Three BLAs analyzed PEGylation via MS. These applications were approved in 2008, 2010, and 2014. PEGylation studies consisted generally of peptide mapping and/or intact mass analysis to pinpoint the PEGylation site and/or MW. These studies did not use MS/MS for more detailed characterization. In the literature, PEGylation has been analyzed using intact mass analysis for heterogeneity characterization [24], top-down MS/MS and MS3 for improved conjugation site characterization [25], and HDX for PEG-related changes in conformation [26]. Such differences between the findings of this study and the current state of the literature indicate that there is room for growth in biotherapeutic characterization.

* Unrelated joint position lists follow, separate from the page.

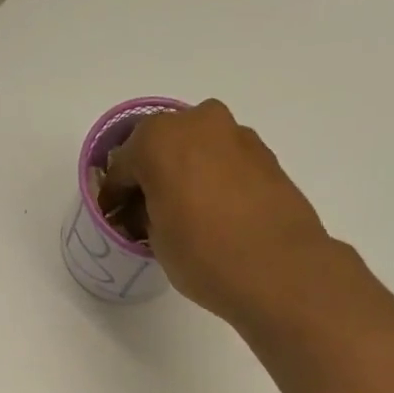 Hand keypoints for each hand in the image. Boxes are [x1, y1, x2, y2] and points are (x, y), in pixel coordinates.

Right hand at [101, 99, 330, 318]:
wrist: (279, 270)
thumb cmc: (204, 255)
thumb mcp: (157, 240)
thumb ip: (146, 213)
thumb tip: (151, 208)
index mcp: (159, 139)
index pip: (122, 165)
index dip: (114, 195)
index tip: (113, 218)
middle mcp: (198, 122)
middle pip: (162, 146)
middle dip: (150, 176)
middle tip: (145, 212)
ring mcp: (237, 135)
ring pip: (197, 150)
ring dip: (184, 175)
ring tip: (183, 214)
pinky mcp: (265, 155)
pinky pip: (224, 162)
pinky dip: (213, 180)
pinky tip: (214, 213) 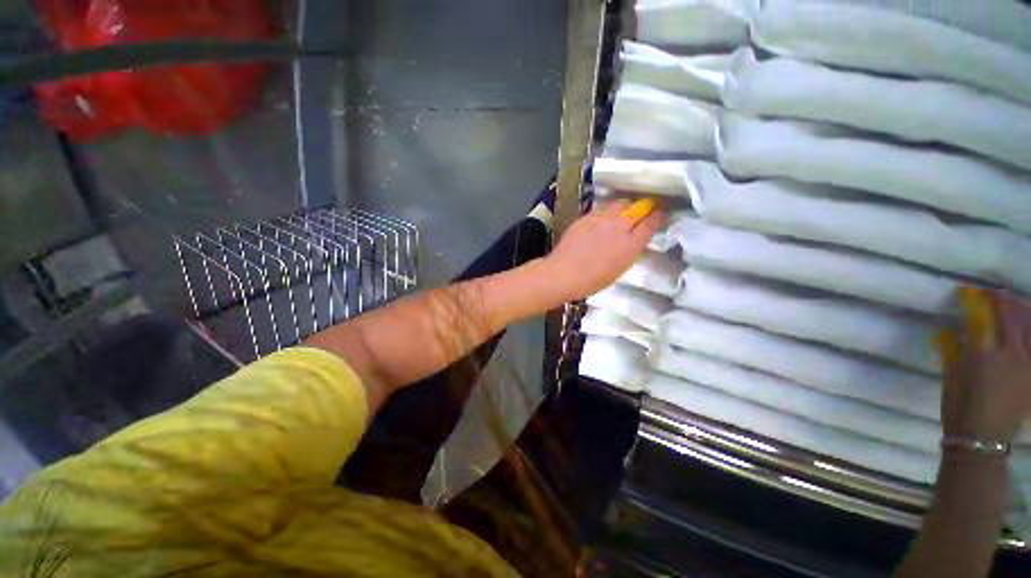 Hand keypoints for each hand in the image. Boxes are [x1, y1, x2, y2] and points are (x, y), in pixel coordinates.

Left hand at [543, 199, 661, 301]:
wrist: (564, 273)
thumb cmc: (592, 280)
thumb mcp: (619, 268)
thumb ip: (629, 250)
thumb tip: (634, 239)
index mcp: (630, 245)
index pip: (650, 224)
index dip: (656, 217)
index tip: (658, 214)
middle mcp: (619, 227)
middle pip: (637, 208)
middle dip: (642, 207)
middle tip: (642, 210)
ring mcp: (601, 219)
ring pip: (619, 204)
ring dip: (624, 207)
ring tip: (622, 212)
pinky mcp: (586, 217)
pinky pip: (601, 209)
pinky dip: (606, 211)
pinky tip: (602, 219)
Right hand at [941, 290, 1030, 442]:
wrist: (983, 437)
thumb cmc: (959, 405)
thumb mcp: (951, 375)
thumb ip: (953, 348)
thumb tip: (950, 326)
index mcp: (984, 353)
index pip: (983, 314)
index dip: (976, 299)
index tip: (967, 290)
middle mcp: (1011, 353)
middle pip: (1012, 315)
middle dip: (1002, 300)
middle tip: (992, 294)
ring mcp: (1028, 363)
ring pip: (1030, 327)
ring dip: (1022, 311)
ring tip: (1013, 304)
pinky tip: (1027, 328) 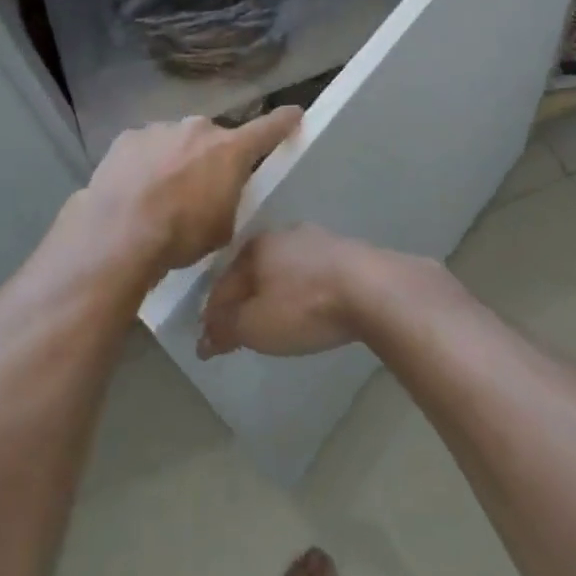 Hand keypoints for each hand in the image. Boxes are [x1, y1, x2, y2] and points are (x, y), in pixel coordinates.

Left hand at [75, 107, 302, 275]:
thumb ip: (228, 200)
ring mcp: (160, 129)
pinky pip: (146, 147)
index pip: (268, 129)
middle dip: (210, 157)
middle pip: (213, 139)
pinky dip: (145, 163)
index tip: (295, 113)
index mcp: (229, 150)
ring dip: (176, 160)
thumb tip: (218, 193)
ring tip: (159, 194)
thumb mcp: (221, 228)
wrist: (119, 232)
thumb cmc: (180, 235)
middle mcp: (197, 129)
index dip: (284, 122)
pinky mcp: (128, 137)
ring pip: (177, 141)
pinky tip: (135, 189)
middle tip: (199, 188)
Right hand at [196, 224, 376, 359]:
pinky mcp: (347, 251)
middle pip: (253, 271)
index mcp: (255, 246)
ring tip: (275, 317)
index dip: (212, 314)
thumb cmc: (304, 306)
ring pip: (284, 268)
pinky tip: (309, 305)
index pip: (223, 283)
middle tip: (240, 327)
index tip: (209, 341)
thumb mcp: (255, 326)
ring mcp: (318, 239)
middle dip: (244, 298)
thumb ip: (226, 329)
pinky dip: (303, 289)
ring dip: (275, 292)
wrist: (373, 289)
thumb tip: (203, 338)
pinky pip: (312, 272)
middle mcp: (283, 234) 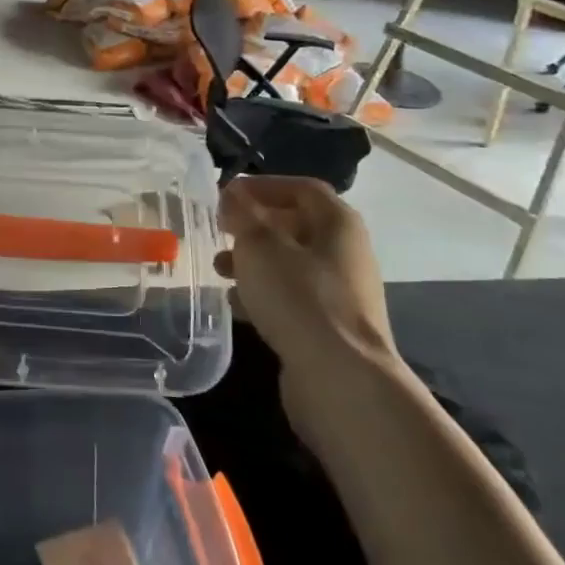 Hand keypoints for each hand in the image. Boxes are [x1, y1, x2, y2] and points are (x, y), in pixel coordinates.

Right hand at [215, 176, 395, 442]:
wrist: (340, 379)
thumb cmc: (299, 297)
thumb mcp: (260, 246)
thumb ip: (243, 214)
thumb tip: (234, 194)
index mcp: (338, 223)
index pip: (301, 188)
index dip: (263, 185)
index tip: (227, 194)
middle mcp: (346, 253)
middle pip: (296, 225)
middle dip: (254, 226)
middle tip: (221, 230)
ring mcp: (341, 293)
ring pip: (290, 264)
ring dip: (254, 261)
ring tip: (218, 269)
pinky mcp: (330, 328)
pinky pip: (292, 298)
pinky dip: (263, 294)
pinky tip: (235, 305) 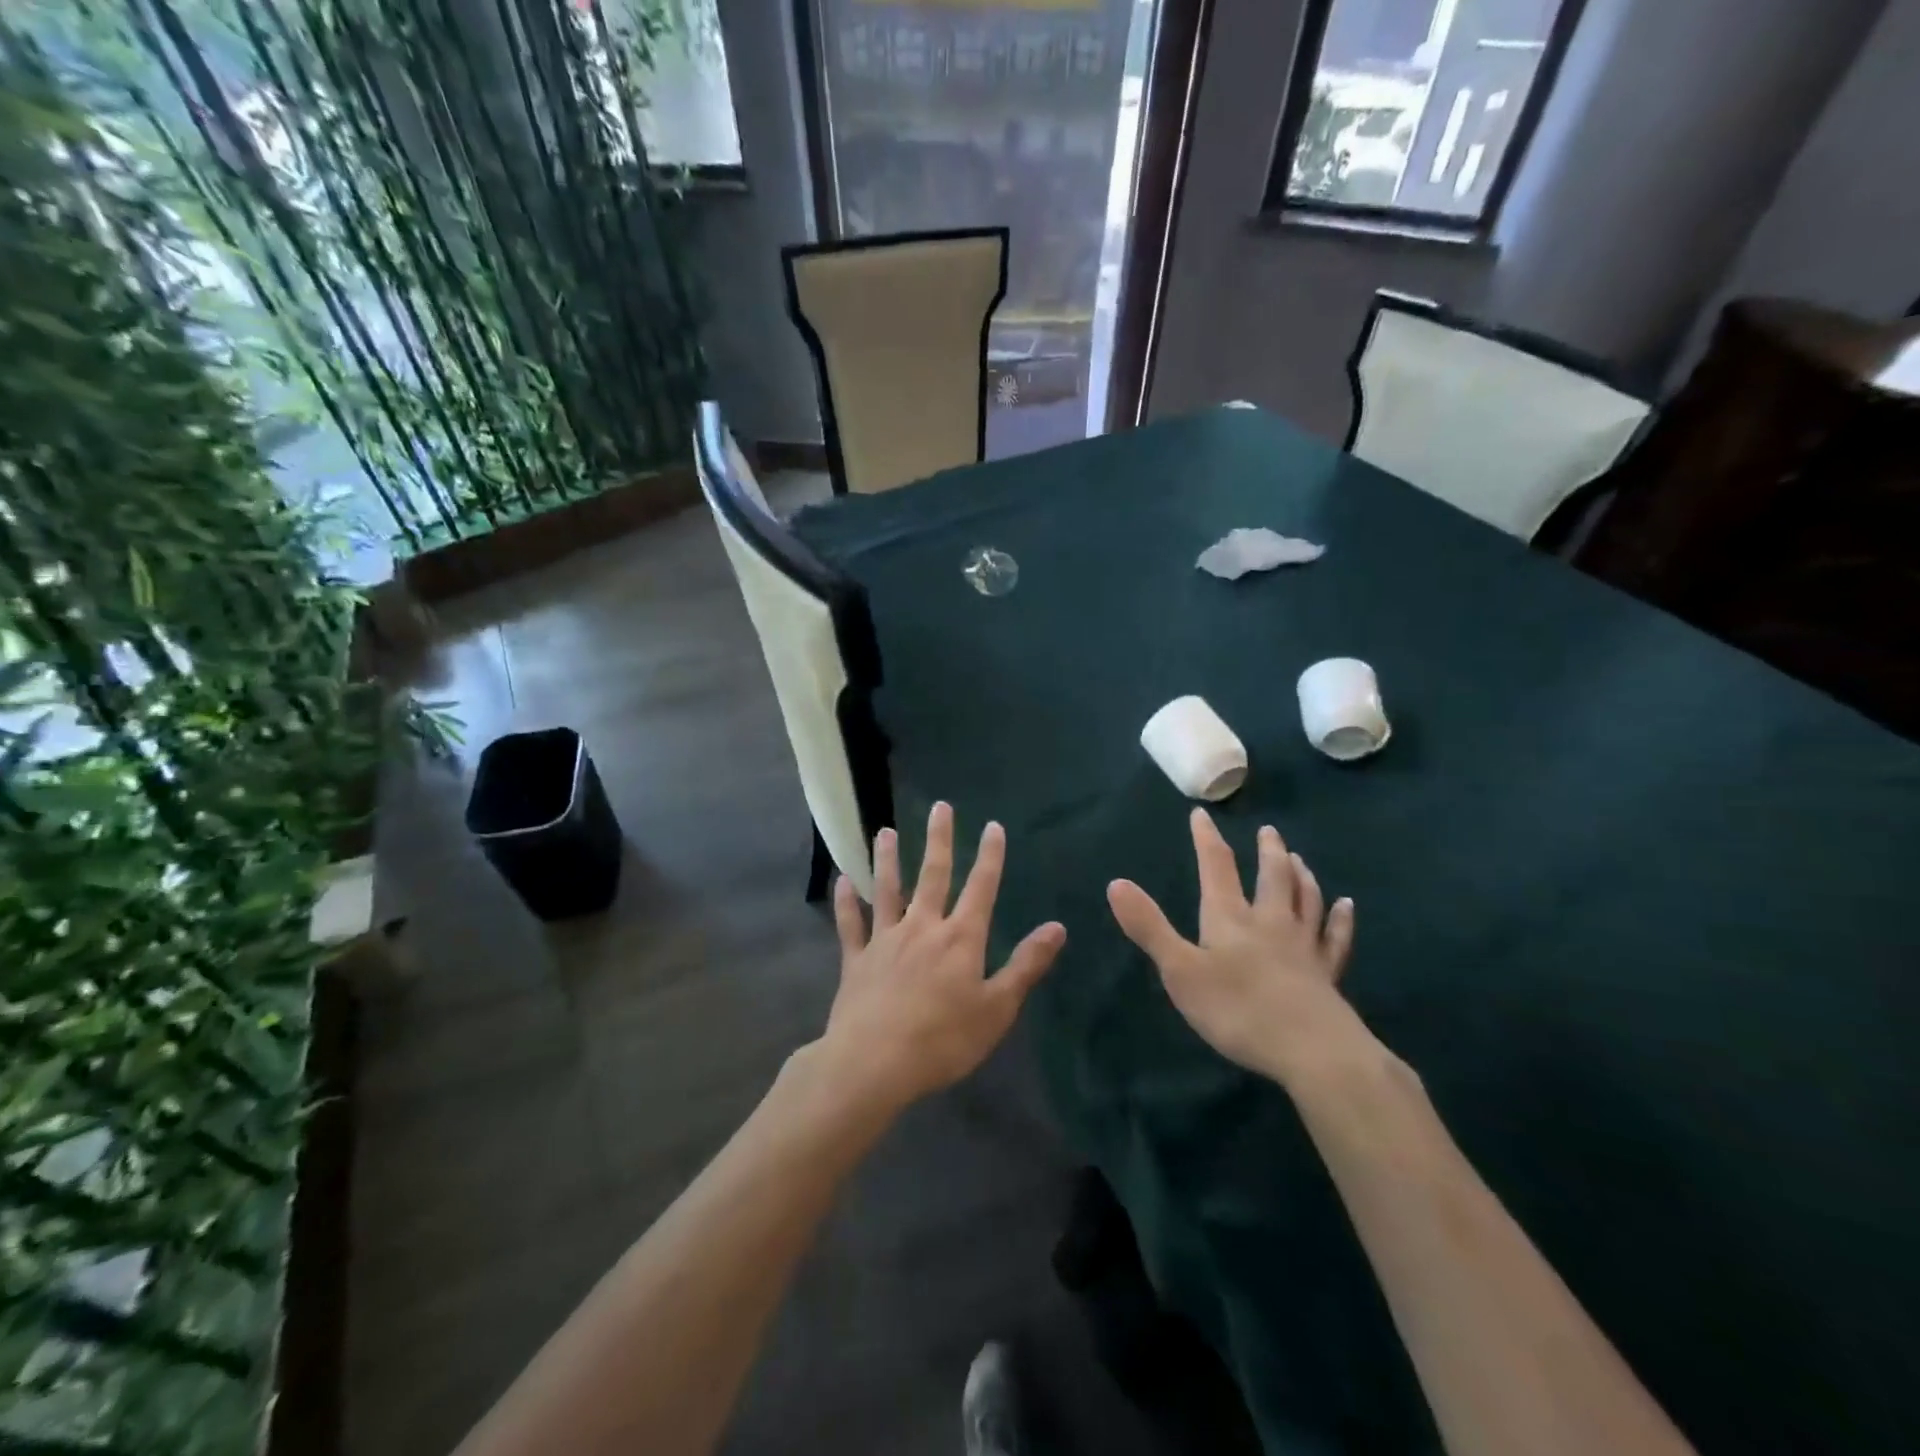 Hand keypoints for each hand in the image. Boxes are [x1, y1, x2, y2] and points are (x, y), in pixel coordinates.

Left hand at [817, 803, 1066, 1115]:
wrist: (874, 1062)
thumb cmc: (943, 1039)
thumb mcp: (997, 1008)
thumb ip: (1026, 965)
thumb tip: (1057, 927)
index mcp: (960, 938)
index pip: (981, 887)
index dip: (990, 856)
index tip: (993, 826)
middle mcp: (923, 927)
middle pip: (933, 874)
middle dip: (939, 839)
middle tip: (939, 807)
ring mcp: (886, 940)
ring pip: (887, 890)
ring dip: (887, 859)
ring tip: (885, 831)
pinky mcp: (856, 959)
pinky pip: (851, 924)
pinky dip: (846, 902)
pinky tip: (842, 881)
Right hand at [1107, 808, 1358, 1085]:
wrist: (1313, 1052)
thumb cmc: (1238, 1010)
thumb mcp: (1180, 970)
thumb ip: (1149, 927)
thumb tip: (1116, 882)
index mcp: (1230, 919)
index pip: (1216, 868)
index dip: (1206, 840)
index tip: (1201, 814)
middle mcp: (1270, 923)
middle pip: (1271, 877)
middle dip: (1267, 852)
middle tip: (1269, 831)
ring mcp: (1303, 948)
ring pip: (1305, 901)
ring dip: (1301, 876)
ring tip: (1298, 859)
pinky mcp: (1327, 976)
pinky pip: (1335, 938)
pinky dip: (1340, 920)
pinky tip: (1346, 906)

Overall, these attribute analyses provide insight into the importance of MS within the BLAs. However, compared with the literature, these findings generally indicate that there is room for more improved, modern MS methodologies to be used within the characterization section of BLAs.

The Future of MS in Biotherapeutic BLAs

We anticipate that as the MS field continues to progress, so will the usage of MS within biotherapeutic BLAs. As instruments are developed with higher resolution and mass accuracy, we expect that they will subsequently be implemented for these analyses and more. Additionally, as new techniques, particularly those for structural characterization, emerge and become more established, we anticipate that they will be implemented in BLAs as well. This trend can be seen with the recent implementation of HDX-based analyses in BLAs. HDX of proteins has become increasingly popular in recent years as MS instrumentation has improved and automated instrumentation and software platforms well-suited for the regulatory environment have become commercially available. These analyses have progressed enough to have become commonplace at this point in time, such that over 100 papers were published on the topic in 2010 and over 150 in 2015 (based on a PubMed search). As a result of this acceptance of a recently emerged technique, there has been an appearance of HDX studies within biotherapeutic BLAs. Similarly advanced emerging techniques will likely follow a similar pattern. Based on recent trends in the field of MS, we believe that we will see further top-down and middle-down MS/MS experiments as well as perhaps ion mobility MS in these types of BLAs.

As these methods become more established and accepted, we expect that they will be applied more broadly throughout the application. Specifically, we expect that we will see additional MS methodology within the quality control and comparability sections. This anticipation is not based on changing regulatory requirements, but review of the current literature where biopharmaceutical companies have made great strides in purposing MS for analysis of multiple quality attributes during development. Furthermore, as biotherapeutic products expand to include new, more complex classes, such as biosimilars and other emerging bioengineered protein groups (i.e., bispecific antibodies and antibody-drug conjugates), we envision that advanced MS methodology will be used for their analysis.

Conclusions

Within this set of approved BLAs, MS was found to be fundamental in the characterization of protein-based biotherapeutics. As the number of biotherapeutic BLAs has increased, particularly over the last few years, the usage of MS within these applications has increased proportionally, with MS being used in some way in all but one of the analyzed BLAs. Not only is MS being used consistently within these applications, the level of its usage has been growing, such that there has been a steady increase in the number of attributes analyzed per BLA over the last 16 years. Furthermore, the MS-based characterization assays conducted within these BLAs have been increasing in complexity and sophistication as the technology in the field has improved to include high resolution and high mass accuracy instrumentation. This trend leads us to believe that the complexity of MS assays within these applications will continue to progress as the MS field advances.